Northop Boosted by GBSD Biz but Misses Analyst Estimates for 2021

By ExchangeMonitor

Northrop Grumman’s 2021 revenue showed a $1-billion bump from the ramp-up of the Ground Based Strategic Deterrent nuclear-tipped, intercontinental ballistic missile program, the company reported this week in its latest annual 10-K filing with the Securities and Exchange Commission.

On the whole, the sale of the company’s IT business in February depressed sales and earnings, and while the market did slap Northrop this week for failing to beat the street — shares dropped by about $30 each this week — the stock price on Friday was still up $80 compared with a year ago.

Book-kept in the company’s Mission Systems segment, the Ground Based Strategic Deterrent (GBSD) work helped keep segment sales about flat compared with 2020, after the company sold its IT services division to private equity in February for just under $3.5 billion.

Mission Systems had just over $10 billion in sales for 2021, or $54 million more than in 2020, Northrop wrote in its latest earnings filing. Segment operating income, however, was up some 8% to more than $1.5 billion from about $1.45 billion in 2020.

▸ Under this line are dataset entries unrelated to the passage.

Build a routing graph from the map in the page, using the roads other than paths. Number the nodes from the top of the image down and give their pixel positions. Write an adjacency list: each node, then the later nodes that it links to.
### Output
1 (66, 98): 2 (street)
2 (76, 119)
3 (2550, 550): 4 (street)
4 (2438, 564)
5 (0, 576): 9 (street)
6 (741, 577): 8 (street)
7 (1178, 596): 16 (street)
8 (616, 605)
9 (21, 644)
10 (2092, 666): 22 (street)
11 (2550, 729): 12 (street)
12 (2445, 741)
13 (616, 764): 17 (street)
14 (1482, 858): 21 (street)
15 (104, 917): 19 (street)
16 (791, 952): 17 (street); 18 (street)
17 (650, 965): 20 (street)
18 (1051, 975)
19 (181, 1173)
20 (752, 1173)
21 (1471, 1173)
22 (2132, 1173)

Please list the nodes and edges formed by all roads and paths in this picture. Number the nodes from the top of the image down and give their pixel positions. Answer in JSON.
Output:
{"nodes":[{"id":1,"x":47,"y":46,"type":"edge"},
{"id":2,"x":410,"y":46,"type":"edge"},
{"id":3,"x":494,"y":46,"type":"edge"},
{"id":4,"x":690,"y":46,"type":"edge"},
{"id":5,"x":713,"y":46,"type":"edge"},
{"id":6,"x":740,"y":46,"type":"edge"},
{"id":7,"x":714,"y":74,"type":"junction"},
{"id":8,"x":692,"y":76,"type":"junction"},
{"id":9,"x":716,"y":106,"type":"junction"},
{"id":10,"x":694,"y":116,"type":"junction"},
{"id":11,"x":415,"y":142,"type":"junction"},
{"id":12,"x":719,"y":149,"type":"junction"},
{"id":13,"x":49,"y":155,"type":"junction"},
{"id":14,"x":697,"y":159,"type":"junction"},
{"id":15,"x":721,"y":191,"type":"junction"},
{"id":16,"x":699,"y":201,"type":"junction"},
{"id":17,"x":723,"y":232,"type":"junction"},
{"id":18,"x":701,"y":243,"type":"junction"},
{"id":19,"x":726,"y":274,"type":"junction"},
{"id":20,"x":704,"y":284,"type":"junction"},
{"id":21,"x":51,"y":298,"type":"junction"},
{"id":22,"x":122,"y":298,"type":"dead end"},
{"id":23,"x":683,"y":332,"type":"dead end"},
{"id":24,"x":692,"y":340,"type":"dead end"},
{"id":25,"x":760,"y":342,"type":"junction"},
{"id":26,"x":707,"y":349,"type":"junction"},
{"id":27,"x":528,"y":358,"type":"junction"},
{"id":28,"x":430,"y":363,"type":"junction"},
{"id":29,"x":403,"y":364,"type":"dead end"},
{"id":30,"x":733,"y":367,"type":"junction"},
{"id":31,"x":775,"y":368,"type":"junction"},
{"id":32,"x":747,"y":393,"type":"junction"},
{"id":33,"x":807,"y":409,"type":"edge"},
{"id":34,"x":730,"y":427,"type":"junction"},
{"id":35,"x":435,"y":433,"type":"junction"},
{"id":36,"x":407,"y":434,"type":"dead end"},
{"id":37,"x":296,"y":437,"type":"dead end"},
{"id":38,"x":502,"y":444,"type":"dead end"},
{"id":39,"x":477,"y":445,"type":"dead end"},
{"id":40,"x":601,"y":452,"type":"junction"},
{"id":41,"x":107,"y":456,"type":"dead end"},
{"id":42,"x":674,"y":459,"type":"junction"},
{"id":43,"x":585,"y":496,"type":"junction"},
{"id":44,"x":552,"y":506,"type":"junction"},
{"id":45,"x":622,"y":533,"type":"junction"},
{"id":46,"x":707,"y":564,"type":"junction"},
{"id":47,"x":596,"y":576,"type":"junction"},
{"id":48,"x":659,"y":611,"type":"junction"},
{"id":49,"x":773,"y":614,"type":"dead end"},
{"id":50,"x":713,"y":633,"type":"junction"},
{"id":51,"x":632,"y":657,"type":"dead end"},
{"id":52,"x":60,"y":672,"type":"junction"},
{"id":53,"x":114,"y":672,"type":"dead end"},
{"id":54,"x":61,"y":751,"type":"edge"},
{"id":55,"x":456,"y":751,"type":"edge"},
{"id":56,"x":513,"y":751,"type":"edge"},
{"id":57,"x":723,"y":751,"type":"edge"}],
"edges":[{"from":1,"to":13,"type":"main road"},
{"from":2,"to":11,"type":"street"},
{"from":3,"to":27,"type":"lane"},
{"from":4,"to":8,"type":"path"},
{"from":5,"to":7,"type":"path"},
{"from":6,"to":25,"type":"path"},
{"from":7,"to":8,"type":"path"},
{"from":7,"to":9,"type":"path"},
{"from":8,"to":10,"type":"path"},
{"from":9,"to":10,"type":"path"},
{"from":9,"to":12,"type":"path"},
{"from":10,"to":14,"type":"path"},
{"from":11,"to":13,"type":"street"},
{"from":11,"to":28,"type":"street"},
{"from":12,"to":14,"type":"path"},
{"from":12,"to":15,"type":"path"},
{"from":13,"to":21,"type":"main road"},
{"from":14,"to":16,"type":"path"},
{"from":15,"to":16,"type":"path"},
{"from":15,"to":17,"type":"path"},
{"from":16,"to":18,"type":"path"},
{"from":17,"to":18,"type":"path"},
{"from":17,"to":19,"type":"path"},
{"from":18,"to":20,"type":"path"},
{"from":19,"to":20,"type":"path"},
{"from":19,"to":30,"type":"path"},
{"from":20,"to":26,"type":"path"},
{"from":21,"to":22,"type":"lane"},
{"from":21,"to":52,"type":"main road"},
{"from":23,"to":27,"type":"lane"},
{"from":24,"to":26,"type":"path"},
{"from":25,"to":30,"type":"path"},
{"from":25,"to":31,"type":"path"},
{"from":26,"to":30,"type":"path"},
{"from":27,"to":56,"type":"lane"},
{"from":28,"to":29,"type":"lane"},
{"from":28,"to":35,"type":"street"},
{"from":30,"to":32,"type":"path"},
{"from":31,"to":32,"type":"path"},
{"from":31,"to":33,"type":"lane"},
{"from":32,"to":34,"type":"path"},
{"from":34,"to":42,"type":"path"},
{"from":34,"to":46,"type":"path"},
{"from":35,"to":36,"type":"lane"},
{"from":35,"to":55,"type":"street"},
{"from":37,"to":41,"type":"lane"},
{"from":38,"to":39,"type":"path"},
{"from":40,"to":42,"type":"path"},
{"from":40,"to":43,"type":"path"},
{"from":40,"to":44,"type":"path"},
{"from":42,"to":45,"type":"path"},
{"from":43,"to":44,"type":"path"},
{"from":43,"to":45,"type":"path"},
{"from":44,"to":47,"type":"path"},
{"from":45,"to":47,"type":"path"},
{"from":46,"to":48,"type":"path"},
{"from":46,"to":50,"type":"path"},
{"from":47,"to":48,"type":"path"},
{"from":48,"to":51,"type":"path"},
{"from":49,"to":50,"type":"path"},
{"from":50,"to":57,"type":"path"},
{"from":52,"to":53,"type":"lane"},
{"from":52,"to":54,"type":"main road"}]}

The Air Force in 2020 awarded Northrop a nine-year GBSD engineering and manufacturing development contract worth about $13 billion, under which the company will produce the first of more than 660 planned missiles. GBSD will replace existing Boeing-built Minuteman III missiles starting in 2030 or so. The first GBSD flight test with a mockup W87-0 warhead, provided by the Lawrence Livermore National Laboratory, was on the slate for December 2030, the Air Force has said. GBSD will cost more than $250 billion over its decades-long deployment, the service has said.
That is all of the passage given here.